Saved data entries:
----

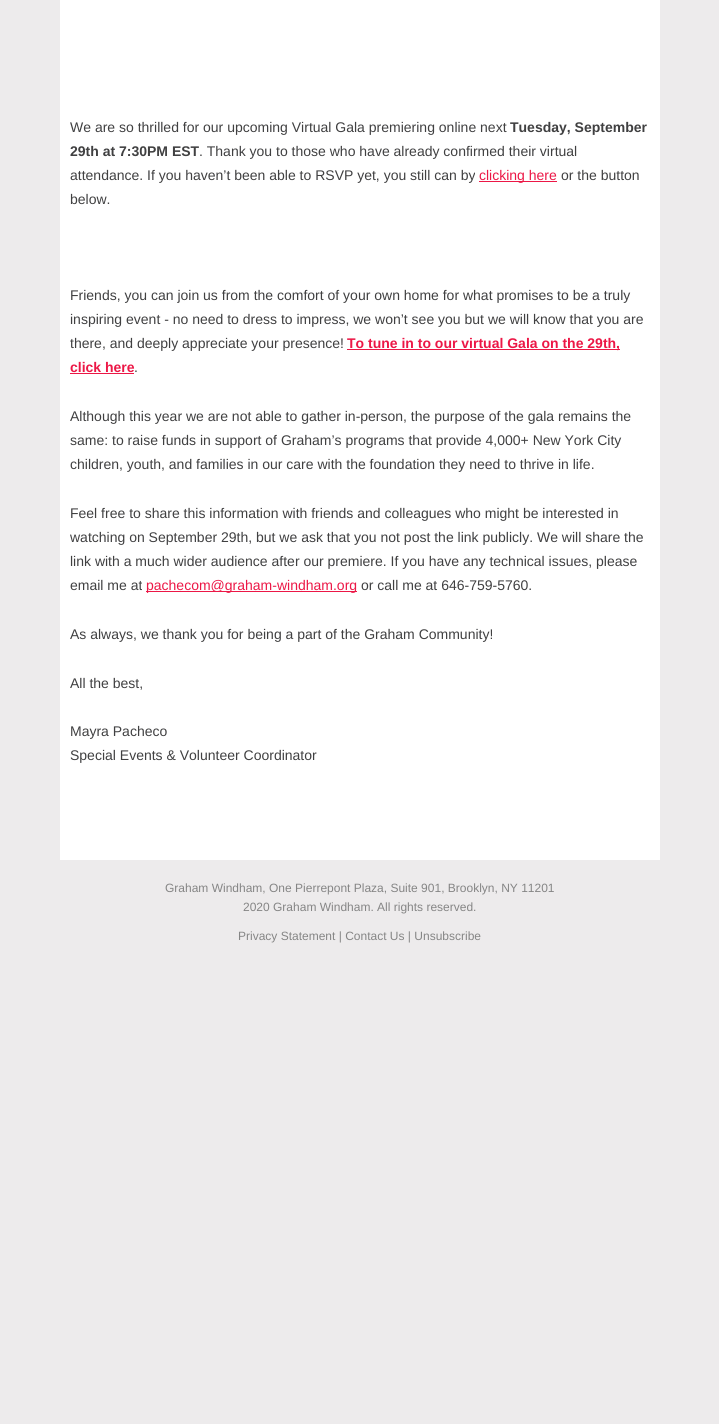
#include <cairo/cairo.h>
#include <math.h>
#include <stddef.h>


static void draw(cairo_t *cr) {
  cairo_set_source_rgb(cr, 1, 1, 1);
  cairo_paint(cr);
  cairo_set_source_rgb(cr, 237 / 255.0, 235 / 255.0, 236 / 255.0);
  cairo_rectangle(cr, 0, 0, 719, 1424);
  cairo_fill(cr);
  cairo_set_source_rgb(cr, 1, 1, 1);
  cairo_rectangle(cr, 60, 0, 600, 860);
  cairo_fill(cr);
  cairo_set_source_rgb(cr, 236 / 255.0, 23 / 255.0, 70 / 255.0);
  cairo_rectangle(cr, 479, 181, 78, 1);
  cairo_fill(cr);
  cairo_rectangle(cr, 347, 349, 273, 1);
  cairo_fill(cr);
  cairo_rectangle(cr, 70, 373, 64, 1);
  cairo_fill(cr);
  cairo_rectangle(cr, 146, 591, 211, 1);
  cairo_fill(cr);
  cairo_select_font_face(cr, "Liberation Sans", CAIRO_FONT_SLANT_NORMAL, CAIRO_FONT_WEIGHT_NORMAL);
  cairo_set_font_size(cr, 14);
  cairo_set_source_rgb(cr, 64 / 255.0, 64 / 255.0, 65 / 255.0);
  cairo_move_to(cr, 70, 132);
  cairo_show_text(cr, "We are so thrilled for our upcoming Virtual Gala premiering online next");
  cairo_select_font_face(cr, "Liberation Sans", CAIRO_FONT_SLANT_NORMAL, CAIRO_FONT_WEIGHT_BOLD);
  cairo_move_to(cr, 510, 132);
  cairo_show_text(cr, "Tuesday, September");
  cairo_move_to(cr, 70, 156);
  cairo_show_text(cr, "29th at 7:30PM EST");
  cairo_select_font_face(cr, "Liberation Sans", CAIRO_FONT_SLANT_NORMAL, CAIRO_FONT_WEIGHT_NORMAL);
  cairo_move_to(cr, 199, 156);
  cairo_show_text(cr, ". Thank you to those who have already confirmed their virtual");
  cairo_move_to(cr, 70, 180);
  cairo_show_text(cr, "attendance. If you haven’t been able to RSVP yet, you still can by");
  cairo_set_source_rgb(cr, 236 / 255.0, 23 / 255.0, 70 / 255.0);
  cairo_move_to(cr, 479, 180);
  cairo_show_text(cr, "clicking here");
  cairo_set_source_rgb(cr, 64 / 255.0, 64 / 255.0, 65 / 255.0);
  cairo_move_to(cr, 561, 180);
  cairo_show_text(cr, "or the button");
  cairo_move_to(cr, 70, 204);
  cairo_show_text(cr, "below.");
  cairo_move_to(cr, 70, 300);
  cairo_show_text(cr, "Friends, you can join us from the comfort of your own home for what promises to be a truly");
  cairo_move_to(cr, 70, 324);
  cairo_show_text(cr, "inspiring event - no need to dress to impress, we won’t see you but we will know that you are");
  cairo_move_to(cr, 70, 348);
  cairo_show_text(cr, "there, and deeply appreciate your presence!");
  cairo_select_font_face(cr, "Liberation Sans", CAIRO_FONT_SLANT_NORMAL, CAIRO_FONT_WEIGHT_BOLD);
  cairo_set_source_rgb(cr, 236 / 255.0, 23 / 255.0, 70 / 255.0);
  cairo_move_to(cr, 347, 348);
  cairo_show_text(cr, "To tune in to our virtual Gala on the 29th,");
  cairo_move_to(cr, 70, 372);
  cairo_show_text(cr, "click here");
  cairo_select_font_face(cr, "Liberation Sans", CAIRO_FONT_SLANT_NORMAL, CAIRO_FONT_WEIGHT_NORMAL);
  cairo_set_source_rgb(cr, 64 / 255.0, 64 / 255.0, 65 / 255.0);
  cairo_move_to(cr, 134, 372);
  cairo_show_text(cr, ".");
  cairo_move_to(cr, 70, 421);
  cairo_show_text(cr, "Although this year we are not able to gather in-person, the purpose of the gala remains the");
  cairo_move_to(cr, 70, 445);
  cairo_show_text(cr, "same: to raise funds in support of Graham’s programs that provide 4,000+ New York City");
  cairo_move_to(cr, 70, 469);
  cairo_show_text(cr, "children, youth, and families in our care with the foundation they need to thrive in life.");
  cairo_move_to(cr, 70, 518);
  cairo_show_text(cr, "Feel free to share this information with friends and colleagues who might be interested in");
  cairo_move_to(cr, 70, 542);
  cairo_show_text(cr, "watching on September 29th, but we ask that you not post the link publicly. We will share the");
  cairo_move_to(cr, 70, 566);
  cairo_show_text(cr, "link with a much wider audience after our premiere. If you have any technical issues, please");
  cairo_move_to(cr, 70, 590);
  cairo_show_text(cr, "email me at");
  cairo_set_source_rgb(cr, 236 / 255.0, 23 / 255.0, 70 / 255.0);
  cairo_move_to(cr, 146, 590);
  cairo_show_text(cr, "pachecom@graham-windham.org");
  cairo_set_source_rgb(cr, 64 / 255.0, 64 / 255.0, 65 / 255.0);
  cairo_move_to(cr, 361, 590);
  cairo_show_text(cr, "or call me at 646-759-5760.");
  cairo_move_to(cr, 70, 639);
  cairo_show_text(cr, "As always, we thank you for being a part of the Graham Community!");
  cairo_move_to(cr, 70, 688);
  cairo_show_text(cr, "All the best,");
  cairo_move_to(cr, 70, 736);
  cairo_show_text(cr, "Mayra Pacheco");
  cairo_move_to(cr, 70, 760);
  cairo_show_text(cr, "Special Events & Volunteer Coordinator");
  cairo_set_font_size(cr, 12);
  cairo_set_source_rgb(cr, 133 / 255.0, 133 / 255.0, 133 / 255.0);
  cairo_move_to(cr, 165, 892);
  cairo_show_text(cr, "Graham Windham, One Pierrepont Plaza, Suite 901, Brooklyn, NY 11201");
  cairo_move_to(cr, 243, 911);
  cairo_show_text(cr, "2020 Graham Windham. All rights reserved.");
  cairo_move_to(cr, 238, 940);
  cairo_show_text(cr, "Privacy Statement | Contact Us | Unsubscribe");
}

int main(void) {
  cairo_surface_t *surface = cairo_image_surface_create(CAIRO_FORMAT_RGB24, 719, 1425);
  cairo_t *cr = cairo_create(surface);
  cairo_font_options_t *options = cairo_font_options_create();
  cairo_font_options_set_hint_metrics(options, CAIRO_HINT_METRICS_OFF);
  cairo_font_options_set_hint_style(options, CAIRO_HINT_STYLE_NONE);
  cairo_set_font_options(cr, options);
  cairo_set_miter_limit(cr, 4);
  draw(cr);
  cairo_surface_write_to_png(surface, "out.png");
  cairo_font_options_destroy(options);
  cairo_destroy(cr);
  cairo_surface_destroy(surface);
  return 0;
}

----

About this exercise: Sift through the entries and copy every line with "options".

Output of the task:
  cairo_font_options_t *options = cairo_font_options_create();
  cairo_font_options_set_hint_metrics(options, CAIRO_HINT_METRICS_OFF);
  cairo_font_options_set_hint_style(options, CAIRO_HINT_STYLE_NONE);
  cairo_set_font_options(cr, options);
  cairo_font_options_destroy(options);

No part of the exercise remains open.